De acordo com a IANS, ele afirmou que a operação foi concluída rapidamente depois que os bombardeiros norte-americanos atingiram seus alvos e disse: “Desativamos o Irã com sua capacidade nuclear”.

Protestos no Irã: ‘Ninguém poderia dar números exatos’ sobre vítimas, disse Trump

Após relatos de que milhares de manifestantes foram mortos, Trump disse que os números permanecem obscuros.

“Ninguém foi capaz de nos dar números exatos”, disse ele, mas acrescentou que as mortes, se confirmadas, “criarão muitos problemas para eles”.

Questionado sobre se o Irão ultrapassou a linha vermelha dos EUA, Trump disse que a situação ainda estava a evoluir, mas alertou que assassinatos em massa não seriam tolerados.

“O final do jogo é vencer”, disse ele. “Adoro vencer.
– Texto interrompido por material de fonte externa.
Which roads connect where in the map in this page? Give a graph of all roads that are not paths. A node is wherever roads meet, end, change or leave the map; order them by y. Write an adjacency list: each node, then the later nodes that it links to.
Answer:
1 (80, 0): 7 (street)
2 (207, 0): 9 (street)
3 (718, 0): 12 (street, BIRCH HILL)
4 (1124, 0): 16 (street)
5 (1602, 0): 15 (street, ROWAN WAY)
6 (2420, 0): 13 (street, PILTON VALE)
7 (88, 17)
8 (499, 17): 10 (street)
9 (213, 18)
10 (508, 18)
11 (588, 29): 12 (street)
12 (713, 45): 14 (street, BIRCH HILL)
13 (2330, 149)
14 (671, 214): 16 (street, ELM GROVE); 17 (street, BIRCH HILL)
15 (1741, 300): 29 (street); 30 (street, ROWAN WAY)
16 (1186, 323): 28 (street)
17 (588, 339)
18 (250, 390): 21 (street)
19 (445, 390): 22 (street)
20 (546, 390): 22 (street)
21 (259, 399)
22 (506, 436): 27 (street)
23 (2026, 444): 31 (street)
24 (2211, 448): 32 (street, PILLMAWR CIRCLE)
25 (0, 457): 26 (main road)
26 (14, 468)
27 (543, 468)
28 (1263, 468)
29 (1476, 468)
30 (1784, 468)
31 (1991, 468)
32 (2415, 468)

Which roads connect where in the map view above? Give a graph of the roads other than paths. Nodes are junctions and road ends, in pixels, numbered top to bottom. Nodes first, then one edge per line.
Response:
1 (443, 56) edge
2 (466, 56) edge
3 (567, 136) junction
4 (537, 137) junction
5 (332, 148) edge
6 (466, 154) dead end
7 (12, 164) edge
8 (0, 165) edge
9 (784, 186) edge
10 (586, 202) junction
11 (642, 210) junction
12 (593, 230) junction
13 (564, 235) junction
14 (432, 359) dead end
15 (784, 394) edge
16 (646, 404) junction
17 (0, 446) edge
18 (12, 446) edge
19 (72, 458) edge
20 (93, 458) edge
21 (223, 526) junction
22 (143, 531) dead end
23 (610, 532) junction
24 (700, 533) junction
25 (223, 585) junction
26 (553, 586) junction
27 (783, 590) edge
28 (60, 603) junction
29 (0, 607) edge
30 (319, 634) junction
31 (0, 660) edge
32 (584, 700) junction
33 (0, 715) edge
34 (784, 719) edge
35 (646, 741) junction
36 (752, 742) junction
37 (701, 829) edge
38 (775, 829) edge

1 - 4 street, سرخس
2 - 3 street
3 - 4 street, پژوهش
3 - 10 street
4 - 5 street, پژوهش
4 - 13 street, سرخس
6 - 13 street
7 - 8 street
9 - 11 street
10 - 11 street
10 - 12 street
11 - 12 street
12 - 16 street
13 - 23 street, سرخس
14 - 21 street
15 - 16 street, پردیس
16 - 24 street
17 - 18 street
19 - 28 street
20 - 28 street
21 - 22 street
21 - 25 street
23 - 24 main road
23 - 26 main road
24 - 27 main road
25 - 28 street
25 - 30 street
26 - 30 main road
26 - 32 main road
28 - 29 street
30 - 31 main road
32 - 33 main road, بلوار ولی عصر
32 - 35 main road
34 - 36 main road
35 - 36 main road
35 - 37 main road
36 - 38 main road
E estamos vencendo.”

Trump comparou a situação do Irão às ações passadas dos EUA no estrangeiro, citando os assassinatos do líder do Estado Islâmico Abu Bakr al-Baghdadi e do general iraniano Qassem Soleimani, bem como a política dos EUA em relação ao Irão. venezuelano. “Estávamos certos sobre tudo”, disse ele, argumentando que as ações dos EUA evitaram uma maior instabilidade.

O presidente também defendeu o seu histórico mais amplo de política externa, dizendo que tinha “encerrado oito guerras” e argumentou que a continuação dos conflitos prejudicaria os Estados Unidos económica e estrategicamente.

“Você não pode esquecer ameaças ruins”, disse Trump. “Não se pode esquecer um Irão com armas nucleares.”

Trump disse que a manutenção da paz global continua a ser uma prioridade, embora enfatize o crescimento económico interno, argumentando que a instabilidade no exterior acabará por prejudicar os interesses americanos.

O Irão enfrenta protestos constantes sobre a repressão política e as condições económicas, enquanto grupos internacionais de direitos humanos têm relatado prisões e assassinatos em massa. Os Estados Unidos e o Irão não mantêm relações diplomáticas formais há décadas, e as tensões sobre o programa nuclear do Irão e as actividades regionais têm aumentado repetidamente.